Today, a new study published in the Journal of Advertising Research reiterates a recurring question: Are discounts good or bad for brands? The study, conducted by two researchers from the University of Dortmund, also examines the impact of different types of promotions on sales and brand perception. To do this, they considered both the sales figures of a high-end German car brand and information about consumer behavior.
They explain that “Price promotion is one of the most used tools by marketers and sellers to increase sales. It is characterized by reducing the price of a product or enriching a product by keeping the price constant.
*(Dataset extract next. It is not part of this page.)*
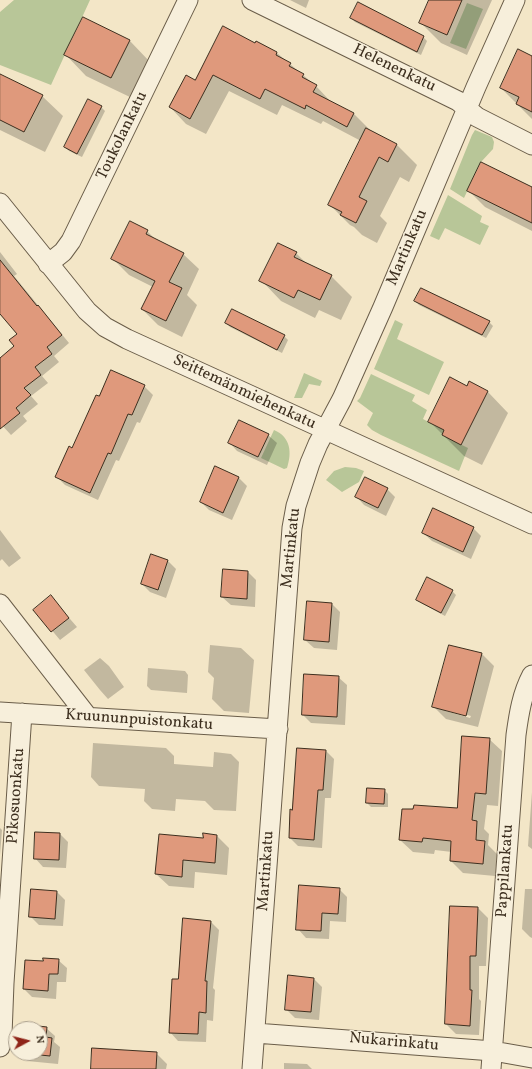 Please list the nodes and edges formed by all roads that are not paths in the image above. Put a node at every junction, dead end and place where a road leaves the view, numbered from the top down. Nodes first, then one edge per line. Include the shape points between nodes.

. The first thing to notice is that the direct price reduction is the type of promotion that has the greatest impact on sales, which is not surprising, because a direct price reduction - or a gift to buy - is something very easy. More curiously, this type of promotion was also the one that would affect brand perception the least, compared to the same "disguised" discount based on the customer's prerequisites. it should only be done in contexts of indirect price reductions and with the objective of adding more value to the promoted product. In none of these cases are promotions harmful to the brand.
This is also true for premium brands, as the types of promotions most familiar to consumers (such as direct price discounts) minimize damage to the premium brand image. On the contrary, the new promotional formats, which aim to "hide" the discount, are not effective, as they negate the objective for which they were designed.
preferred by consumers
Another study on ATMs has already shown that the discounts that consumers value most are easy to understand. Customers don't want to go to the store to do calculations, or get discounts on their current purchases that they can't redeem until the future, or discounts that are subject to a set of conditions that they don't know if or not, are before to get home.
In the case of this report, it focused on the coupons that were most popular with consumers, being, in that order, those that offered a free item, those that reduced the price of an item by x, and those that offered 2 pt. 1.